The generator executes three main stages:

1. Text Encoding

Convert text prompt to embeddings:

def encode_text(self, prompt: str) -> torch.Tensor:
    """
    Encode text prompt using T5 encoder.

    Args:
        prompt: Text description

    Returns:
        embeddings: Text embeddings [B, seq_len, hidden_size]
    """

Example:

embeddings = generator.encode_text("A cat walking on grass")
print(f"Embedding shape: {embeddings.shape}")

2. Denoising Loop

Iteratively denoise latent representation:

def denoise_loop(
    self,
    latent: torch.Tensor,
    embeddings: torch.Tensor,
    num_steps: int = 50,
    guidance_scale: float = 7.0
) -> torch.Tensor:
    """
    Run denoising diffusion loop.

    Args:
        latent: Initial noise [B, C, T, H, W]
        embeddings: Text embeddings
        num_steps: Number of denoising steps
        guidance_scale: CFG scale

    Returns:
        denoised_latent: Clean latent representation
    """

Denoising Process:

for step in range(num_steps):
    # Predict noise
    noise_pred = model(latent, embeddings, timestep)

    # Apply CFG
    if guidance_scale > 1.0:
        noise_cond, noise_uncond = noise_pred.chunk(2)
        noise_pred = noise_uncond + guidance_scale * (noise_cond - noise_uncond)

    # Update latent
    latent = scheduler.step(noise_pred, timestep, latent)

3. VAE Decoding

Convert latent to pixel space:

def decode_vae(self, latent: torch.Tensor) -> torch.Tensor:
    """
    Decode latent to video frames.

    Args:
        latent: Latent representation [B, C, T, H, W]

    Returns:
        video: Video frames [B, T, C, H, W]
    """

Example:

video = generator.decode_vae(denoised_latent)
print(f"Video shape: {video.shape}")

Main Generation Method

def generate_step(self, task: DiffusionTask):
    """
    Execute one generation step for a task.

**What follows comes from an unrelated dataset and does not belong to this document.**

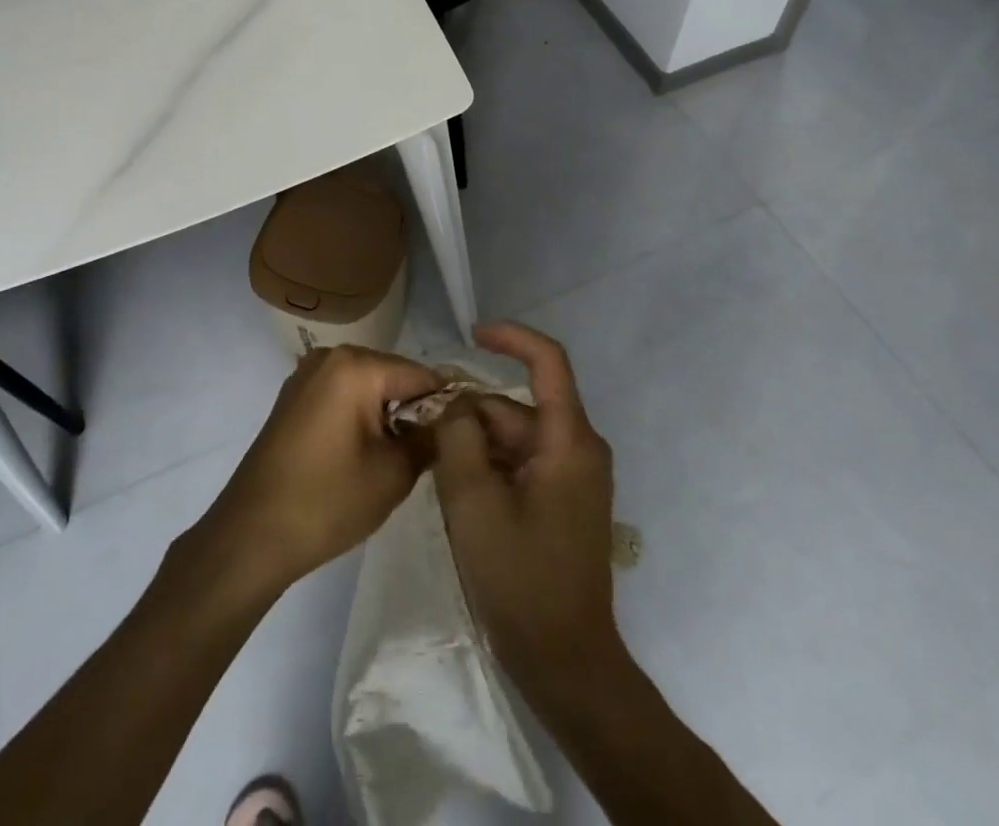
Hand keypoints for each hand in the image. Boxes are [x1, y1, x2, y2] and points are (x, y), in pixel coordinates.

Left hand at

    This is the main entry point called by chitu_generate().

    Args:
        task: DiffusionTask to process
    """

Workflow:

graph TD
    A[Task] --> B{Stage?}
    B -->|Encoding| C[Encode Text]
    B -->|Denoising| D[Denoise Step]
    B -->|Decoding| E[VAE Decode]
    C --> F[Update Task Buffer]
    D --> F
    E --> F
    F --> G{Complete?}
    G -->|No| B
    G -->|Yes| H[Save Video]

Multi-Stage Generation

For advanced models like Wan2.2-A14B:

def generate_multi_stage(self, task: DiffusionTask):
    """
    Execute multi-stage generation.

    Stage 1: Base generation (lower resolution)
    Stage 2: Refinement (higher resolution)
    """

Example Flow:

# Stage 1: Base generation
latent_stage1 = denoise_loop(
    model=model_pool[0],
    resolution=(240, 424),
    num_steps=30
)

# Stage 2: Refinement
latent_stage2 = denoise_loop(
    model=model_pool[1],
    init_latent=upsample(latent_stage1),
    resolution=(480, 848),
    num_steps=20
)

# Final decode
video = decode_vae(latent_stage2)

Distributed Execution

The generator handles distributed communication automatically:

Context Parallelism

def forward_with_cp(self, latent, embeddings, timestep):
    """
    Forward pass with context parallelism.

    Each rank processes a chunk of frames:
    - Rank 0: frames [0:N/2]
    - Rank 1: frames [N/2:N]
    """
    # Get local chunk
    local_latent = split_sequence(latent, cp_rank, cp_size)

    # Local forward
    local_output = model(local_latent, embeddings, timestep)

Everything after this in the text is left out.